Could the trust ever be in a position to take over the running of the EA waterways.

Busting the Myth
Before that could even be contemplated, the Trust is first of all going to have to demonstrate the ability to be totally self funding within the next decade. The CaRT flagship the 'Waterways Partnerships' currently can't even self fund themselves, never mind raise revenue. The trust has been back ignobly once already to government, cap in hand like a latter day David Copperfield, to beg for more. Its also going to have to improve on its lack lustre public relations. But more than anything else CaRT is going to have to overcome its greatest fear. CaRT is going to have to be open, transparent and officers are going to have to be accountable. The lack of accountability and the secracy is the lifeline that the Trustees will never let go.  The only way that the trust can ensure that accountability is to through a membership structure. Which the trustees will accept, only when hell freezes over or the taxi arrives for Hales and he finally goes.
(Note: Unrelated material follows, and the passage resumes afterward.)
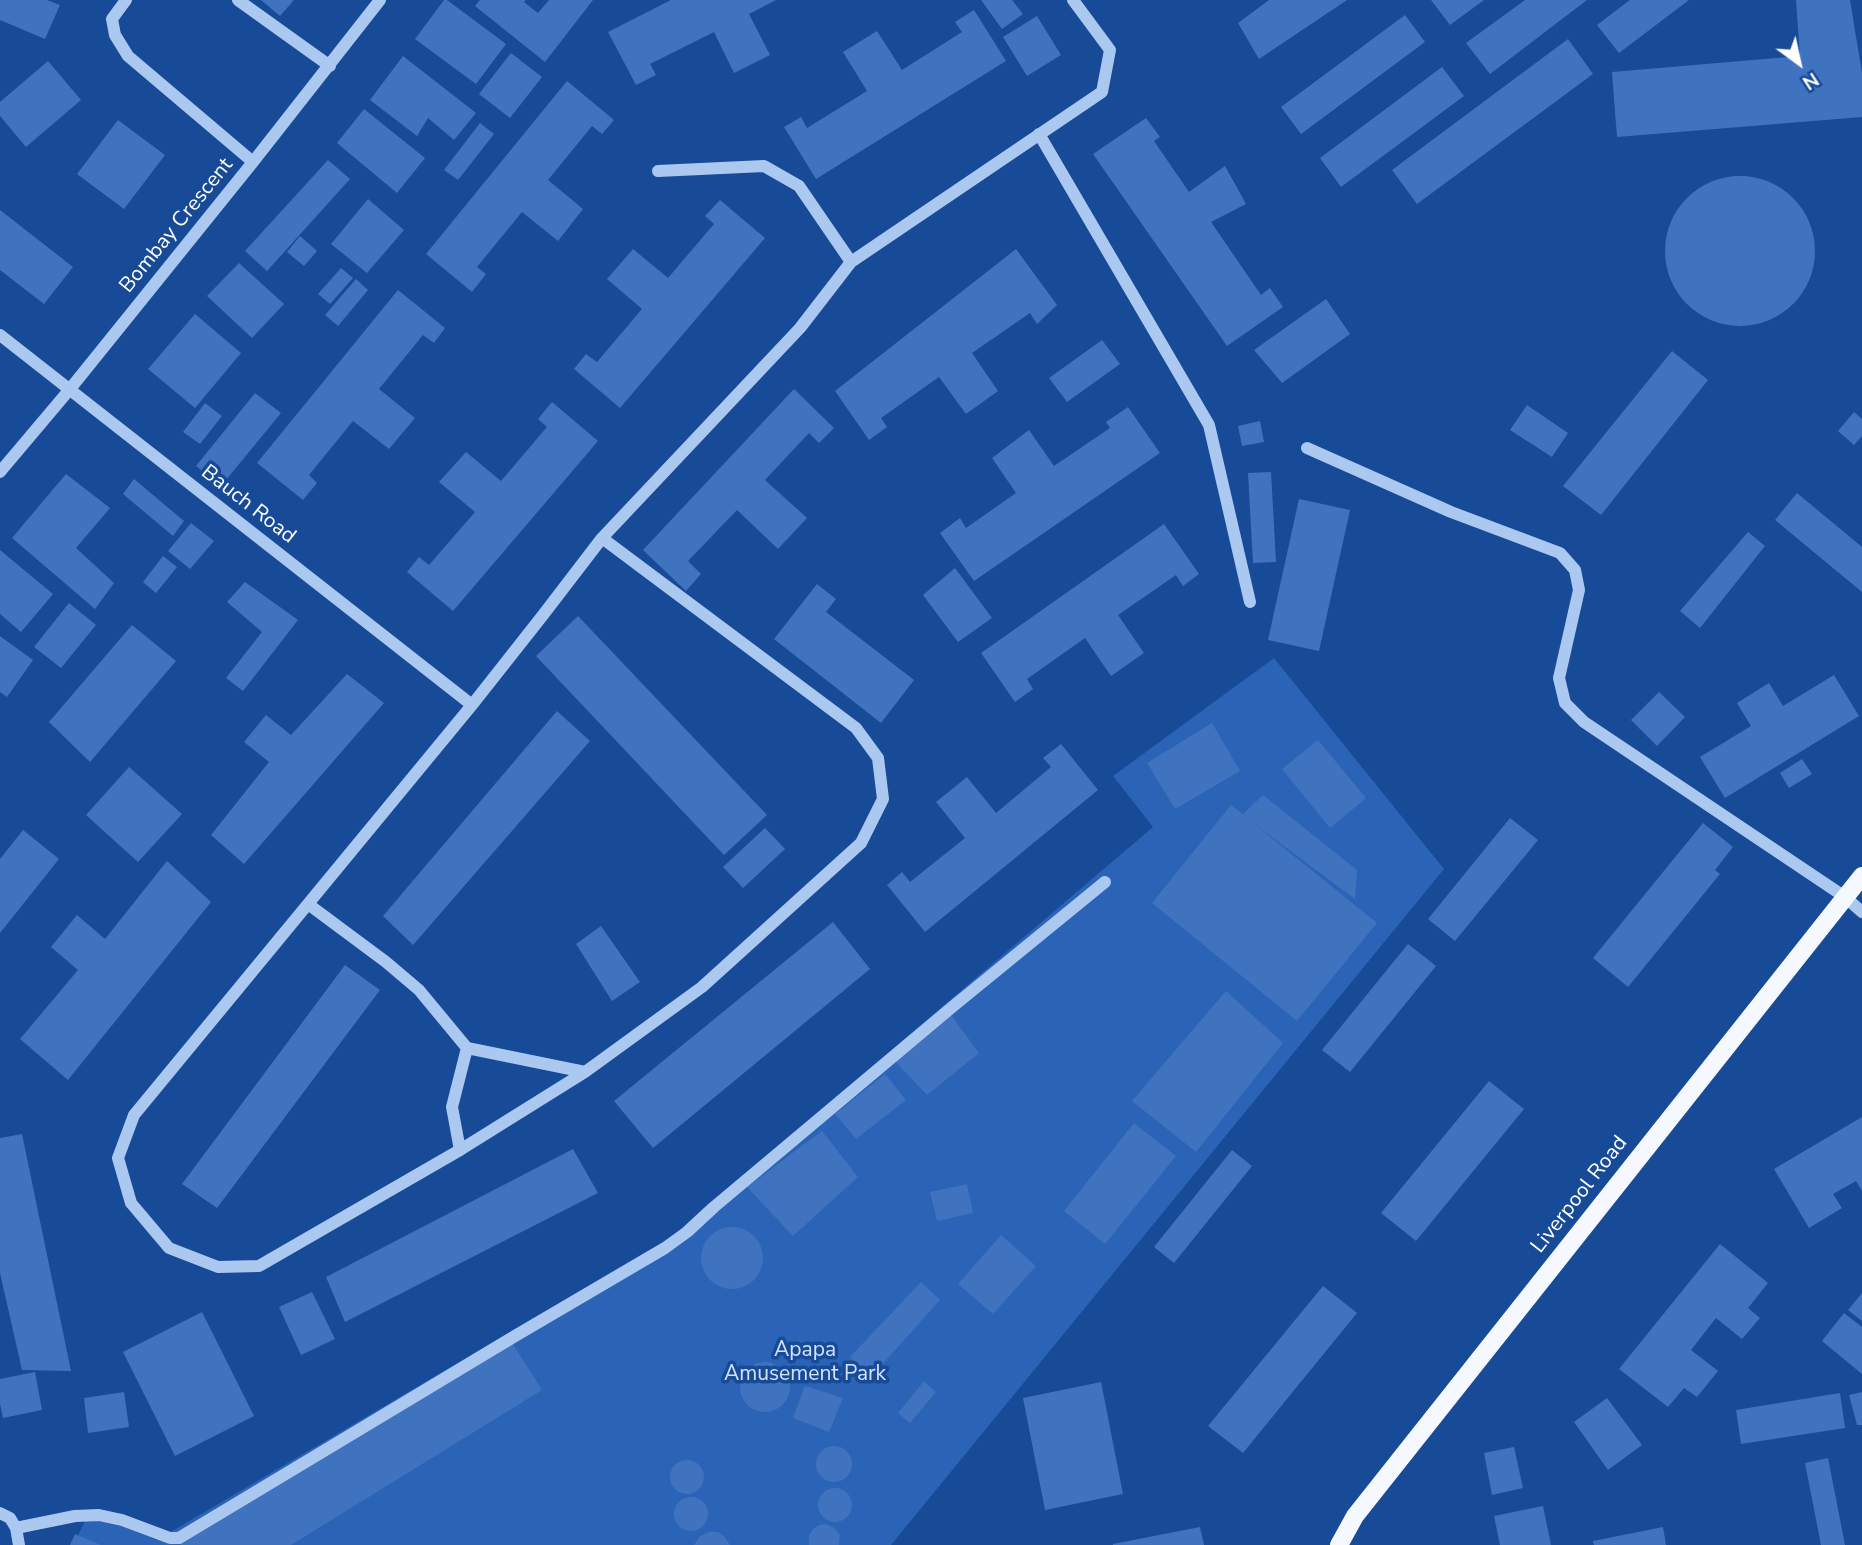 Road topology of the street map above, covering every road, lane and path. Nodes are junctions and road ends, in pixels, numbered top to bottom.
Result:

The first major stumbling block would be the flood defence maintenance. Think about the flooding disaster on the Somerset levels and the flash flooding that is happening in our towns and cities. Which as a result of climate change is occurring ever more frequently. Remember the Thames flooding and the prominence on the news around the world. I can't see the public ever wanting to be in a position where flood defence building and maintenance could be placed in the same sort of level of risk that CaRT's maintenance has been allowed to descended into. With the accumulation of a half a billion shortfall over the last decade or so.

Taking over the Thames.
Thames organisations have already expressed serious concerns about the long-term plan. Pointing out the Elephant in the room. Which is the difference between running a leisure canal and a major waterway like the Thames. Richard Parry said: “We would want to work with organisations and individuals on the river. There will be plenty of time to talk, plenty of opportunities for their involvement.” If this is the same sort of opportunity, consultation, engagement and involvement that has characterised the trusts work so far. Especially with regards to maintenance, licensing and a myriad other issues on the canals. Those on the Thames should have real concern to be worried about any possibility of a take over happening.
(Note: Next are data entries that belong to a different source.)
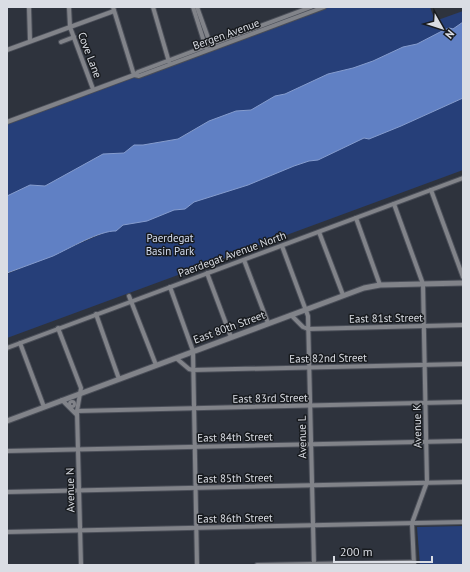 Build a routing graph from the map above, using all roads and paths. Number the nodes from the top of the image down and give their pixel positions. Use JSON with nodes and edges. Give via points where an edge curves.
{"nodes":[{"id":1,"x":29,"y":7,"type":"edge"},
{"id":2,"x":69,"y":7,"type":"edge"},
{"id":3,"x":153,"y":7,"type":"edge"},
{"id":4,"x":312,"y":7,"type":"edge"},
{"id":5,"x":324,"y":7,"type":"edge"},
{"id":6,"x":196,"y":8,"type":"edge"},
{"id":7,"x":114,"y":9,"type":"edge"},
{"id":8,"x":70,"y":27,"type":"junction"},
{"id":9,"x":74,"y":38,"type":"junction"},
{"id":10,"x":30,"y":41,"type":"junction"},
{"id":11,"x":61,"y":42,"type":"dead end"},
{"id":12,"x":209,"y":48,"type":"junction"},
{"id":13,"x":7,"y":50,"type":"edge"},
{"id":14,"x":170,"y":62,"type":"junction"},
{"id":15,"x":134,"y":75,"type":"junction"},
{"id":16,"x":93,"y":89,"type":"junction"},
{"id":17,"x":7,"y":122,"type":"edge"},
{"id":18,"x":463,"y":178,"type":"edge"},
{"id":19,"x":431,"y":190,"type":"junction"},
{"id":20,"x":394,"y":204,"type":"junction"},
{"id":21,"x":356,"y":218,"type":"junction"},
{"id":22,"x":319,"y":232,"type":"junction"},
{"id":23,"x":282,"y":246,"type":"junction"},
{"id":24,"x":244,"y":260,"type":"junction"},
{"id":25,"x":207,"y":273,"type":"junction"},
{"id":26,"x":463,"y":277,"type":"edge"},
{"id":27,"x":463,"y":283,"type":"edge"},
{"id":28,"x":423,"y":284,"type":"junction"},
{"id":29,"x":380,"y":285,"type":"junction"},
{"id":30,"x":170,"y":287,"type":"junction"},
{"id":31,"x":343,"y":295,"type":"junction"},
{"id":32,"x":129,"y":296,"type":"dead end"},
{"id":33,"x":131,"y":301,"type":"junction"},
{"id":34,"x":306,"y":309,"type":"junction"},
{"id":35,"x":96,"y":314,"type":"junction"},
{"id":36,"x":291,"y":315,"type":"junction"},
{"id":37,"x":268,"y":323,"type":"junction"},
{"id":38,"x":463,"y":325,"type":"edge"},
{"id":39,"x":424,"y":326,"type":"junction"},
{"id":40,"x":58,"y":328,"type":"junction"},
{"id":41,"x":308,"y":329,"type":"junction"},
{"id":42,"x":231,"y":337,"type":"junction"},
{"id":43,"x":20,"y":343,"type":"junction"},
{"id":44,"x":7,"y":348,"type":"edge"},
{"id":45,"x":193,"y":351,"type":"junction"},
{"id":46,"x":176,"y":358,"type":"junction"},
{"id":47,"x":463,"y":364,"type":"edge"},
{"id":48,"x":156,"y":365,"type":"junction"},
{"id":49,"x":425,"y":365,"type":"junction"},
{"id":50,"x":309,"y":367,"type":"junction"},
{"id":51,"x":193,"y":370,"type":"junction"},
{"id":52,"x":119,"y":379,"type":"junction"},
{"id":53,"x":80,"y":394,"type":"junction"},
{"id":54,"x":62,"y":400,"type":"junction"},
{"id":55,"x":463,"y":402,"type":"edge"},
{"id":56,"x":426,"y":403,"type":"junction"},
{"id":57,"x":310,"y":406,"type":"junction"},
{"id":58,"x":44,"y":407,"type":"junction"},
{"id":59,"x":194,"y":408,"type":"junction"},
{"id":60,"x":77,"y":413,"type":"junction"},
{"id":61,"x":7,"y":420,"type":"edge"},
{"id":62,"x":463,"y":441,"type":"edge"},
{"id":63,"x":427,"y":442,"type":"junction"},
{"id":64,"x":311,"y":445,"type":"junction"},
{"id":65,"x":194,"y":447,"type":"junction"},
{"id":66,"x":78,"y":450,"type":"junction"},
{"id":67,"x":7,"y":451,"type":"edge"},
{"id":68,"x":427,"y":482,"type":"junction"},
{"id":69,"x":463,"y":482,"type":"edge"},
{"id":70,"x":312,"y":485,"type":"junction"},
{"id":71,"x":195,"y":488,"type":"junction"},
{"id":72,"x":79,"y":490,"type":"junction"},
{"id":73,"x":7,"y":492,"type":"edge"},
{"id":74,"x":463,"y":522,"type":"edge"},
{"id":75,"x":412,"y":523,"type":"junction"},
{"id":76,"x":313,"y":525,"type":"junction"},
{"id":77,"x":196,"y":528,"type":"junction"},
{"id":78,"x":80,"y":530,"type":"junction"},
{"id":79,"x":7,"y":532,"type":"edge"},
{"id":80,"x":414,"y":563,"type":"edge"},
{"id":81,"x":314,"y":564,"type":"edge"},
{"id":82,"x":333,"y":564,"type":"edge"},
{"id":83,"x":364,"y":564,"type":"edge"},
{"id":84,"x":81,"y":565,"type":"edge"},
{"id":85,"x":197,"y":565,"type":"edge"},
{"id":86,"x":257,"y":565,"type":"edge"}],
"edges":[{"from":1,"to":10,"type":"street"},
{"from":2,"to":8,"type":"street"},
{"from":3,"to":14,"type":"street"},
{"from":4,"to":12,"type":"street","name":"Bergen Avenue"},
{"from":5,"to":12,"type":"street","name":"Bergen Avenue"},
{"from":6,"to":12,"type":"street"},
{"from":7,"to":8,"type":"street"},
{"from":7,"to":15,"type":"street"},
{"from":8,"to":9,"type":"street","name":"Cove Lane"},
{"from":8,"to":10,"type":"street"},
{"from":9,"to":11,"type":"street"},
{"from":9,"to":16,"type":"street","name":"Cove Lane"},
{"from":10,"to":13,"type":"street"},
{"from":12,"to":14,"type":"street","name":"Bergen Avenue"},
{"from":14,"to":15,"type":"street","name":"Bergen Avenue"},
{"from":15,"to":16,"type":"street","name":"Bergen Avenue"},
{"from":16,"to":17,"type":"street","name":"Bergen Avenue"},
{"from":18,"to":19,"type":"street","name":"Paerdegat Avenue North"},
{"from":19,"to":20,"type":"street","name":"Paerdegat Avenue North"},
{"from":19,"to":26,"type":"street"},
{"from":20,"to":21,"type":"street","name":"Paerdegat Avenue North"},
{"from":20,"to":28,"type":"street","name":"Avenue K"},
{"from":21,"to":22,"type":"street","name":"Paerdegat Avenue North"},
{"from":21,"to":29,"type":"street"},
{"from":22,"to":23,"type":"street","name":"Paerdegat Avenue North"},
{"from":22,"to":31,"type":"street"},
{"from":23,"to":24,"type":"street","name":"Paerdegat Avenue North"},
{"from":23,"to":34,"type":"street","name":"Avenue L"},
{"from":24,"to":25,"type":"street","name":"Paerdegat Avenue North"},
{"from":24,"to":37,"type":"street"},
{"from":25,"to":30,"type":"street","name":"Paerdegat Avenue North"},
{"from":25,"to":42,"type":"street"},
{"from":27,"to":28,"type":"street","name":"East 80th Street"},
{"from":28,"to":29,"type":"street","name":"East 80th Street"},
{"from":28,"to":39,"type":"street","name":"Avenue K"},
{"from":29,"to":31,"type":"street","name":"East 80th Street"},
{"from":30,"to":33,"type":"street","name":"Paerdegat Avenue North"},
{"from":30,"to":45,"type":"street"},
{"from":31,"to":34,"type":"street","name":"East 80th Street"},
{"from":32,"to":33,"type":"street"},
{"from":33,"to":35,"type":"street","name":"Paerdegat Avenue North"},
{"from":33,"to":48,"type":"street"},
{"from":34,"to":36,"type":"street","name":"East 80th Street"},
{"from":34,"to":41,"type":"street","name":"Avenue L"},
{"from":35,"to":40,"type":"street","name":"Paerdegat Avenue North"},
{"from":35,"to":52,"type":"street"},
{"from":36,"to":37,"type":"street","name":"East 80th Street"},
{"from":36,"to":41,"type":"street"},
{"from":37,"to":42,"type":"street","name":"East 80th Street"},
{"from":38,"to":39,"type":"street","name":"East 81st Street"},
{"from":39,"to":41,"type":"street","name":"East 81st Street"},
{"from":39,"to":49,"type":"street","name":"Avenue K"},
{"from":40,"to":43,"type":"street","name":"Paerdegat Avenue North"},
{"from":40,"to":53,"type":"street","via":[[81,388]]},
{"from":41,"to":50,"type":"street","name":"Avenue L"},
{"from":42,"to":45,"type":"street","name":"East 80th Street"},
{"from":43,"to":44,"type":"street","name":"Paerdegat Avenue North"},
{"from":43,"to":58,"type":"street"},
{"from":45,"to":46,"type":"street","name":"East 80th Street"},
{"from":45,"to":51,"type":"street"},
{"from":46,"to":48,"type":"street","name":"East 80th Street"},
{"from":46,"to":51,"type":"street"},
{"from":47,"to":49,"type":"street","name":"East 82nd Street"},
{"from":48,"to":52,"type":"street","name":"East 80th Street"},
{"from":49,"to":50,"type":"street","name":"East 82nd Street"},
{"from":49,"to":56,"type":"street","name":"Avenue K"},
{"from":50,"to":51,"type":"street","name":"East 82nd Street"},
{"from":50,"to":57,"type":"street","name":"Avenue L"},
{"from":51,"to":59,"type":"street"},
{"from":52,"to":53,"type":"street","name":"East 80th Street"},
{"from":53,"to":54,"type":"street","name":"East 80th Street"},
{"from":53,"to":60,"type":"street","name":"Avenue N"},
{"from":54,"to":58,"type":"street","name":"East 80th Street"},
{"from":54,"to":60,"type":"street"},
{"from":55,"to":56,"type":"street","name":"East 83rd Street"},
{"from":56,"to":57,"type":"street","name":"East 83rd Street"},
{"from":56,"to":63,"type":"street","name":"Avenue K"},
{"from":57,"to":59,"type":"street","name":"East 83rd Street"},
{"from":57,"to":64,"type":"street","name":"Avenue L"},
{"from":58,"to":61,"type":"street","name":"East 80th Street"},
{"from":59,"to":60,"type":"street","name":"East 83rd Street"},
{"from":59,"to":65,"type":"street"},
{"from":60,"to":66,"type":"street","name":"Avenue N"},
{"from":62,"to":63,"type":"street","name":"East 84th Street"},
{"from":63,"to":64,"type":"street","name":"East 84th Street"},
{"from":63,"to":68,"type":"street","name":"Avenue K"},
{"from":64,"to":65,"type":"street","name":"East 84th Street"},
{"from":64,"to":70,"type":"street","name":"Avenue L"},
{"from":65,"to":66,"type":"street","name":"East 84th Street"},
{"from":65,"to":71,"type":"street"},
{"from":66,"to":67,"type":"street","name":"East 84th Street"},
{"from":66,"to":72,"type":"street","name":"Avenue N"},
{"from":68,"to":69,"type":"street","name":"East 85th Street"},
{"from":68,"to":70,"type":"street","name":"East 85th Street"},
{"from":68,"to":75,"type":"street","name":"Avenue K"},
{"from":70,"to":71,"type":"street","name":"East 85th Street"},
{"from":70,"to":76,"type":"street","name":"Avenue L"},
{"from":71,"to":72,"type":"street","name":"East 85th Street"},
{"from":71,"to":77,"type":"street"},
{"from":72,"to":73,"type":"street","name":"East 85th Street"},
{"from":72,"to":78,"type":"street","name":"Avenue N"},
{"from":74,"to":75,"type":"street","name":"East 86th Street"},
{"from":75,"to":76,"type":"street","name":"East 86th Street"},
{"from":75,"to":80,"type":"street","name":"Avenue K"},
{"from":76,"to":77,"type":"street","name":"East 86th Street"},
{"from":76,"to":81,"type":"street","name":"Avenue L"},
{"from":77,"to":78,"type":"street","name":"East 86th Street"},
{"from":77,"to":85,"type":"street"},
{"from":78,"to":79,"type":"street","name":"East 86th Street"},
{"from":78,"to":84,"type":"street","name":"Avenue N"},
{"from":80,"to":83,"type":"street"},
{"from":81,"to":82,"type":"street"},
{"from":81,"to":86,"type":"street"},
{"from":82,"to":83,"type":"street"}]}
The second major stumbling block. Richard Parry said that 'CaRT had access to sources of income denied the EA as a Government agency.' He gave two shining examples. The first is 'outside funding' this is the chugged up group of friends, which as a funding stream will always be variable and subject to the will of the giving public. It only requires one good public relations cock-up - which the trust is more than adept at – which could put the kibosh on that route.

His second example is grants from other trusts and charities. This is donations such as those from SUSTRANS. Which is currently converting the towpath into a high speed cycling velodrome and time trial venue. It only requires one fatality caused through high speed cycling and the whole charade will come tumbling down. How is this to be addressed – by educating cyclist. Can you smell the bacon? That's porcine avionics being roasted on a spit, over a sudden case of spontaneous trouser combustion.

Running fast to stand still.
The third major stumbling block is that the budget for the EA is fixed annually with the so-called Grant-in-Aid which has recently been subjected to being reduced year on year. There is not even a dim prospect within the next decade of that situation ever being turned around. Just imagine if the trust was successful and was able to raise some money – what is there to stop the government of the day from reducing the Grant-in-Aid even further. 

Smell the coffee, that's to go with the bacon sandwiches.